> Action item:
Down to the last line, write out the entries below exactly and omit all pictures.

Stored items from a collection

........

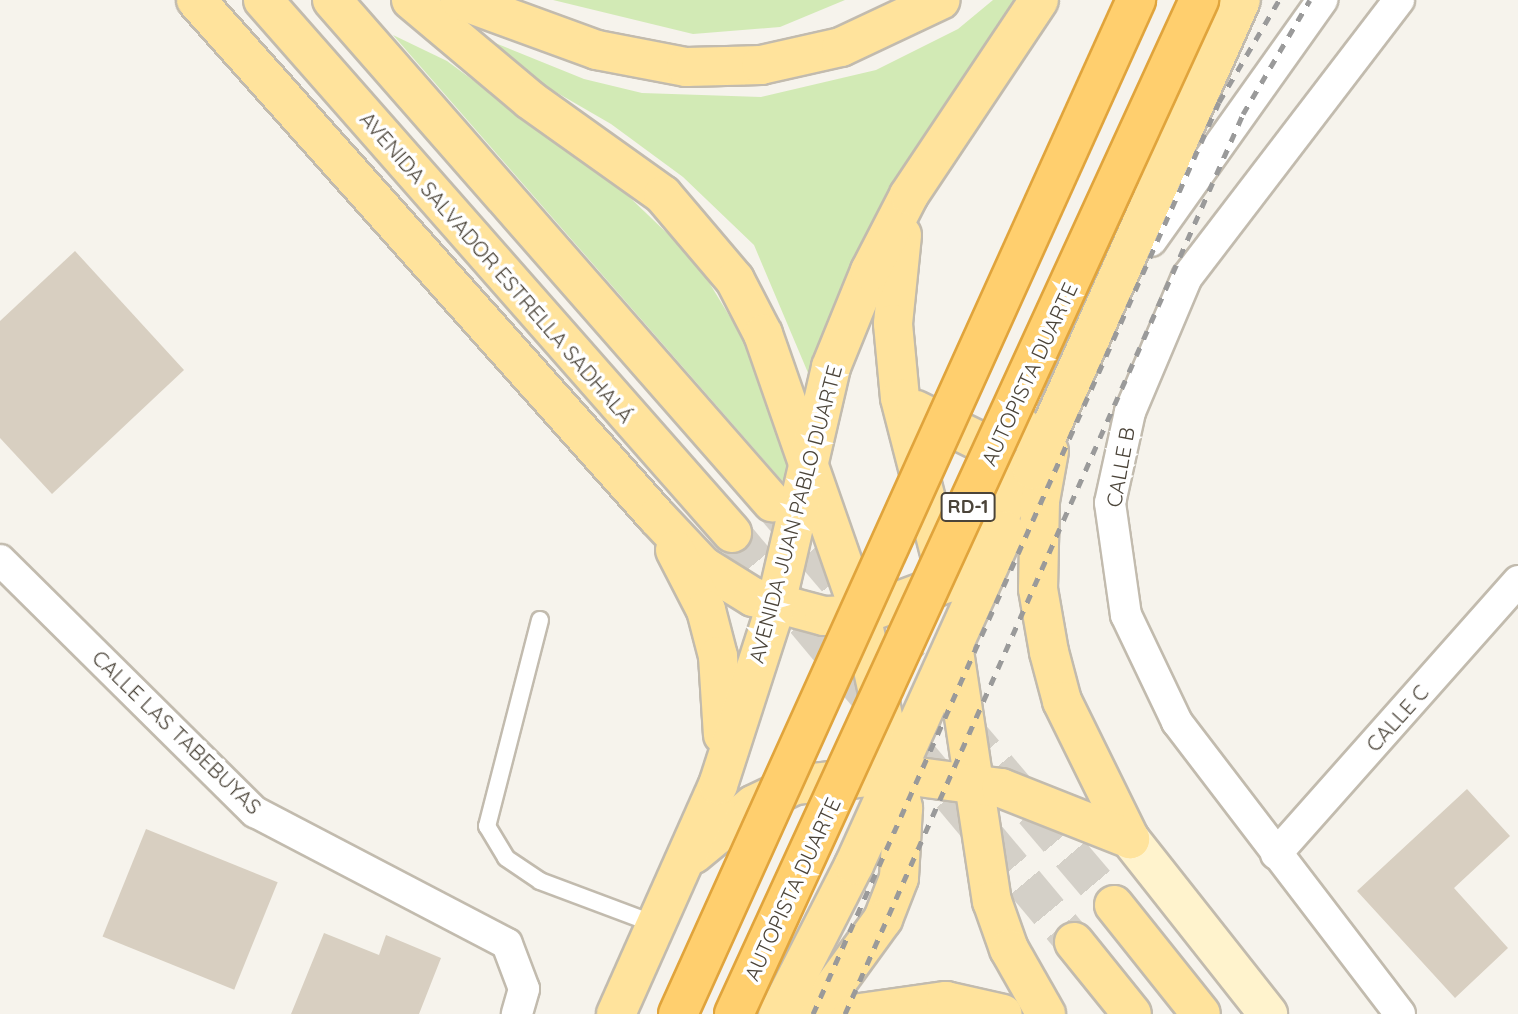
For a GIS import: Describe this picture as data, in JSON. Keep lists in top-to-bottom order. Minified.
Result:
{"streets":{"highway":["AUTOPISTA DUARTE","RD-1"],"main road":["AVENIDA SALVADOR ESTRELLA SADHALÁ","AVENIDA JUAN PABLO DUARTE"],"street":["CALLE B","CALLE C","CALLE LAS TABEBUYAS"]},"crossings":[["CALLE B","CALLE C"]]}
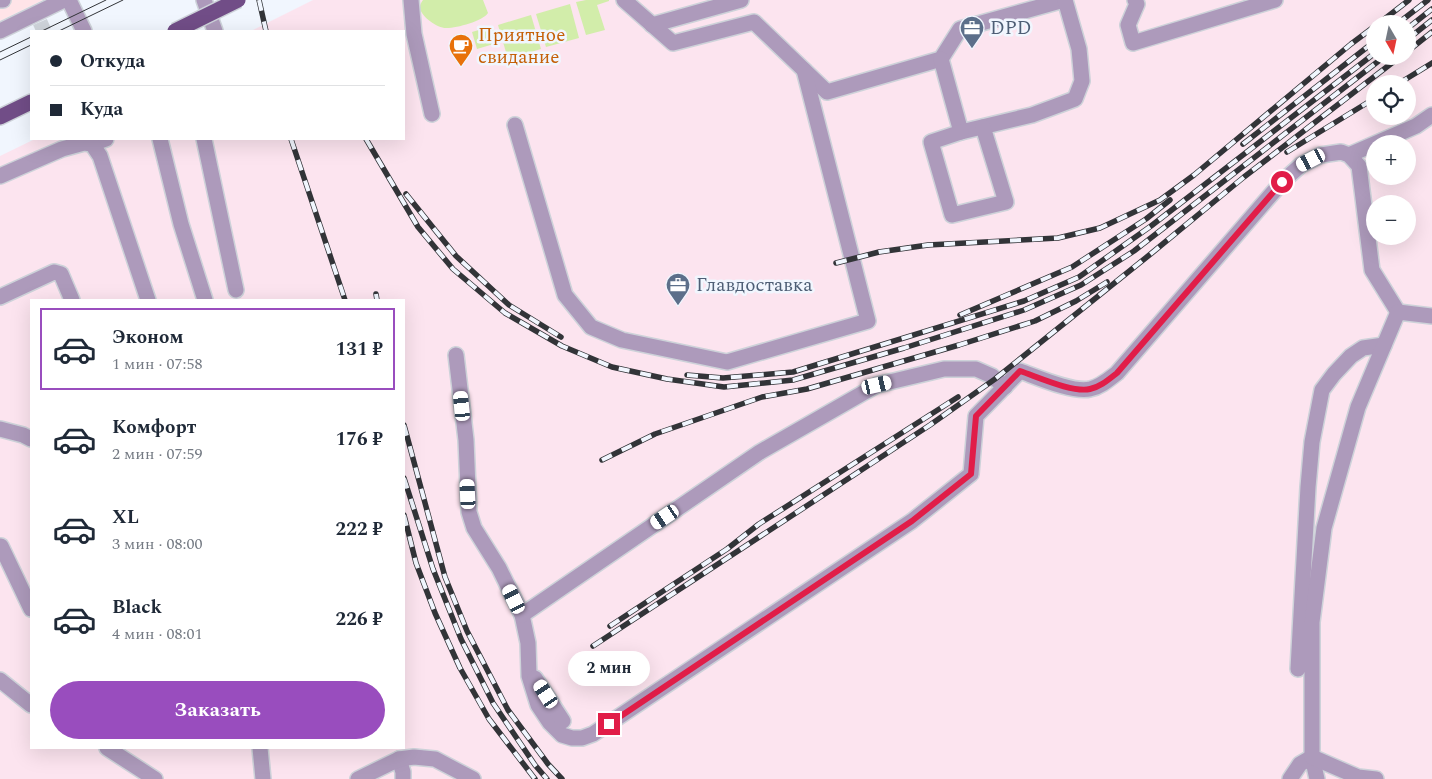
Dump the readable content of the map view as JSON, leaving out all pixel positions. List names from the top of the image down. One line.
{"places":{"office":["DPD","Главдоставка"],"cafe":["Приятное свидание"]},"north":"bottom","page":{"map_buttons":["+","−"],"banner":["Откуда","Куда"],"list":[{"name":"Эконом","note":"1 мин · 07:58","value":"131 ₽"},{"name":"Комфорт","note":"2 мин · 07:59","value":"176 ₽"},{"name":"XL","note":"3 мин · 08:00","value":"222 ₽"},{"name":"Black","note":"4 мин · 08:01","value":"226 ₽"}],"bubble":"2 мин","buttons":"Заказать"}}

........

> Output for this exercise:
For a GIS import: Describe this picture as data, in JSON. Keep lists in top-to-bottom order. Minified.
Result:
{"streets":{"highway":["AUTOPISTA DUARTE","RD-1"],"main road":["AVENIDA SALVADOR ESTRELLA SADHALÁ","AVENIDA JUAN PABLO DUARTE"],"street":["CALLE B","CALLE C","CALLE LAS TABEBUYAS"]},"crossings":[["CALLE B","CALLE C"]]}
Dump the readable content of the map view as JSON, leaving out all pixel positions. List names from the top of the image down. One line.
{"places":{"office":["DPD","Главдоставка"],"cafe":["Приятное свидание"]},"north":"bottom","page":{"map_buttons":["+","−"],"banner":["Откуда","Куда"],"list":[{"name":"Эконом","note":"1 мин · 07:58","value":"131 ₽"},{"name":"Комфорт","note":"2 мин · 07:59","value":"176 ₽"},{"name":"XL","note":"3 мин · 08:00","value":"222 ₽"},{"name":"Black","note":"4 мин · 08:01","value":"226 ₽"}],"bubble":"2 мин","buttons":"Заказать"}}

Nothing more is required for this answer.